Thoughts bloom darkly and roll like storms. I am not expecting company. "Who is it?" I call out.

"Buford Righter," she says.

Chapter 4

BEHIND HIS BACK, THE CITY COMMONWEALTH'S AT -torney is called many things: Easy Righter (he is weak), Righter Wrong (wishy-washy), Fighter Righter (anything but), Booford (scared of his own shadow). Always proper, always appropriate, Righter is always the Virginia gentleman he was trained to be in the Caroline County horse country of his roots. No one loves him. No one hates him. He is neither feared nor respected. Righter has no fire. I can't recall ever seeing him emotional, no matter how cruel or heart-wrenching the case. Worse, he is squeamish when it comes to the details I bring to the forum, preferring to focus on points of law and not the appalling human messiness left by its violations.

His avoidance of the morgue has resulted in his not being as well versed in forensic science and medicine as he ought to be. In fact, he is the only seasoned prosecutor I know who doesn't seem to mind stipulating cause of death. In other words, he allows the paper record to speak for the medical examiner in the courtroom. This is a travesty. To me it constitutes malpractice. When the medical examiner isn't in the courtroom, then, in a sense, neither is the body, and jurors don't envision the victim or what he went through during the process of dying violently. Clinical words on protocols simply don't evoke the terror or the suffering, and for this reason, it is usually the defense, not the prosecution, who wants to stipulate cause of death.

"Buford, how are you?" I hold out my hand and he glances at my cast and my sling, and down at my untied shoelaces and my shirttail hanging out. He has never seen me in anything less than a suit and in a setting that befits my professional rank, and his brow knits into an expression that is supposed to evince genteel compassion and understanding, the humility and caring of those handpicked by God to rule the rest of us lesser creatures. His type abounds among the first families of Virginia, a privileged, dusty people who have refined the skill of disguising their elitism and arrogance beneath a heavy aura of burden, as if it is so damn hard to be them.
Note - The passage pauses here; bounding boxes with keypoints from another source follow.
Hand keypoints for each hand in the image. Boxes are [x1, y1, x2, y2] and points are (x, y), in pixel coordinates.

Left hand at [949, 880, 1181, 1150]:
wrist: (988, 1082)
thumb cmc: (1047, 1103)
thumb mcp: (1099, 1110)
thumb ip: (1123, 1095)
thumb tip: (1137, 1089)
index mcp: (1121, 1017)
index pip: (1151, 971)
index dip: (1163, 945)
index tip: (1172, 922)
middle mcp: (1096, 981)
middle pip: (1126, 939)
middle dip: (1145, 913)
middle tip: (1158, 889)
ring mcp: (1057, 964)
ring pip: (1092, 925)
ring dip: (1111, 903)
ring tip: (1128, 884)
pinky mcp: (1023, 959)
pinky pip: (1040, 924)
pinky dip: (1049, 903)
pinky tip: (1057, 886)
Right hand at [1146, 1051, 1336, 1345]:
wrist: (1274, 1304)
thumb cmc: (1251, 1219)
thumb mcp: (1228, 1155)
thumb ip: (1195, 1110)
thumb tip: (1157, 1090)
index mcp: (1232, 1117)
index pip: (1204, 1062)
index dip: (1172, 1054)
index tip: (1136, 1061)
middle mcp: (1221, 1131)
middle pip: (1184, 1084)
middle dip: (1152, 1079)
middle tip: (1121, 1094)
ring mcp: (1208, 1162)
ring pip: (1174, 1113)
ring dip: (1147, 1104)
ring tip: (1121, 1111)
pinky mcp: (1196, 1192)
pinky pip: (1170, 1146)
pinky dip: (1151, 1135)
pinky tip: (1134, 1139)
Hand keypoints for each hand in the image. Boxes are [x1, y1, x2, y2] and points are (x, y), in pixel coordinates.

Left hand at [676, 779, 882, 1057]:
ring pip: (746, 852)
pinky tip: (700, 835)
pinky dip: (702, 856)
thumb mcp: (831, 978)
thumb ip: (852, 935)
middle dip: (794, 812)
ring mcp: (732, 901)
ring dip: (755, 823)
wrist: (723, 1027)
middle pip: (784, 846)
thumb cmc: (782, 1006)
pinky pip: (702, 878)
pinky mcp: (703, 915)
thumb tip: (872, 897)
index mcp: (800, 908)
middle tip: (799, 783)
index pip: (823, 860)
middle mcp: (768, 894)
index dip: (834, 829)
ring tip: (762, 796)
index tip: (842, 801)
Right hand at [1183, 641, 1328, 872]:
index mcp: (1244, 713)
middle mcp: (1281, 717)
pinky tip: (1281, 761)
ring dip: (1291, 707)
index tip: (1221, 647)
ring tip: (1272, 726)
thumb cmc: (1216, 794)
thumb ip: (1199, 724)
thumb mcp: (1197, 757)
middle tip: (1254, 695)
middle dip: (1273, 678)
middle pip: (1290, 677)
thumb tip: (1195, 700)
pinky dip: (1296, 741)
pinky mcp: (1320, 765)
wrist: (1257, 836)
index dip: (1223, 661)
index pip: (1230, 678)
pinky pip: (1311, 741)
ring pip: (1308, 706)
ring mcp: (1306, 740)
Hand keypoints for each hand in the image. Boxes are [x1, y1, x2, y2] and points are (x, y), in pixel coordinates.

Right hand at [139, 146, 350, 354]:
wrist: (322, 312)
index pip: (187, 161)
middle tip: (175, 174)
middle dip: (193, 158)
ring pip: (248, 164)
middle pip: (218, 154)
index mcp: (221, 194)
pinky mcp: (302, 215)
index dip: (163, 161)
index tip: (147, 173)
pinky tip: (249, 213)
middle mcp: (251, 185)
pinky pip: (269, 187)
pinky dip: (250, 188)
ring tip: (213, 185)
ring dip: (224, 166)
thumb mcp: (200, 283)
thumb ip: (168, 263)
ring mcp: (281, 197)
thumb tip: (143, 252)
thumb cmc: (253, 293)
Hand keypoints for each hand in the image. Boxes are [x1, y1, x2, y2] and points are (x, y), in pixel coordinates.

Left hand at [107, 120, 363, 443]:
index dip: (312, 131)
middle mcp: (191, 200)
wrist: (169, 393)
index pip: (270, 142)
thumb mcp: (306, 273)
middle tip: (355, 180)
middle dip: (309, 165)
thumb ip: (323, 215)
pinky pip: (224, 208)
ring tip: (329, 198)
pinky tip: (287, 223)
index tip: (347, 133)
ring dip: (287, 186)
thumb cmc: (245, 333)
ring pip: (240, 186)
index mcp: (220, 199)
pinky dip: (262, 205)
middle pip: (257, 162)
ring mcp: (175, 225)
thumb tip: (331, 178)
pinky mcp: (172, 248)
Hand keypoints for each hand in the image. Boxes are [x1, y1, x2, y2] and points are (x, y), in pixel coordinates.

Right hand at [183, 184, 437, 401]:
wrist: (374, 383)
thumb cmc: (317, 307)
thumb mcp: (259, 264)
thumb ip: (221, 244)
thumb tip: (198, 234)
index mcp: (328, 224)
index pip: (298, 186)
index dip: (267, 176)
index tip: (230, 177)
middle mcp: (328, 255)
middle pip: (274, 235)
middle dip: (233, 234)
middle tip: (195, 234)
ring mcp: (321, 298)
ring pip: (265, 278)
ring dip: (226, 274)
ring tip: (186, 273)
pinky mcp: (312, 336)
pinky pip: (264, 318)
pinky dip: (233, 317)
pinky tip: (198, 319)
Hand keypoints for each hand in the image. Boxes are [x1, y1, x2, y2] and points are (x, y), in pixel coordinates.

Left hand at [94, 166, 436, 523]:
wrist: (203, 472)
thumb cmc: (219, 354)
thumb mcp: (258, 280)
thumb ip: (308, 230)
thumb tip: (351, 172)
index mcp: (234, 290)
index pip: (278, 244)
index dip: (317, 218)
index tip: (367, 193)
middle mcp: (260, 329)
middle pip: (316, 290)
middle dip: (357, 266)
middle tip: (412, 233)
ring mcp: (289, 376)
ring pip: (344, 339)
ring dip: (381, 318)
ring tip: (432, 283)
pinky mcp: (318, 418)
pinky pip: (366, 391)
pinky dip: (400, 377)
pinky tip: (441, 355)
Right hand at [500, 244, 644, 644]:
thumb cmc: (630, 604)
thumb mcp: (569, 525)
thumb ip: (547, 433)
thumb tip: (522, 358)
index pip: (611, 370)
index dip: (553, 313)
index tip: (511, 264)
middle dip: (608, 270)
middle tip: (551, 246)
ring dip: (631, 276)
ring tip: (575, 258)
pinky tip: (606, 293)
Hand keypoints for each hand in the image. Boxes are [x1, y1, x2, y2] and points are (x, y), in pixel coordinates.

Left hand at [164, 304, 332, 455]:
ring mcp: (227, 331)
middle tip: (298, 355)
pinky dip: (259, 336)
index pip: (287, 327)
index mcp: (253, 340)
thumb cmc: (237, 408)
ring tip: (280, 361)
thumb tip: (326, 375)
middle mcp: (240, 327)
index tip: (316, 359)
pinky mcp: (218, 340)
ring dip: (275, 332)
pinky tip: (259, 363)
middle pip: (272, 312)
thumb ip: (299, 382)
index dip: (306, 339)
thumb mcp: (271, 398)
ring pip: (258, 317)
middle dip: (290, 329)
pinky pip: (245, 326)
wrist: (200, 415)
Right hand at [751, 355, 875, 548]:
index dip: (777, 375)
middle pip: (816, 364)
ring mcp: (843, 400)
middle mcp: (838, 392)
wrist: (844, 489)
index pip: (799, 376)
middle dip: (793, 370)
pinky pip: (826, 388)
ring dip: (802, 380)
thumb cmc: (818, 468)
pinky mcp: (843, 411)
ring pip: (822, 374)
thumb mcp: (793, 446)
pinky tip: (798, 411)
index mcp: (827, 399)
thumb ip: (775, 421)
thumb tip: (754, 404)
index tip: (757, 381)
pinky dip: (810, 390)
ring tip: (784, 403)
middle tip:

"The question is, how are you?" he says, sitting back down in Anna's handsome oval living room with its vaulted ceiling and view of the river.

"I really don't know how to answer that, Buford." I choose a rocking chair. "Every time someone asks, my mind reboots." Anna must have just gotten the fire going and has vanished, and I have the uneasy sensation that her absence is about more than her being politely unobtrusive.

"No small wonder. Don't even know how you're able to function after what you've been through." Righter speaks with a syrupy Virginia drawl. "Sure am sorry to barge in like this, Kay, but something's come up, something unexpected. Nice place, isn't it?" He continues to survey his surroundings. "She build or was it already here?"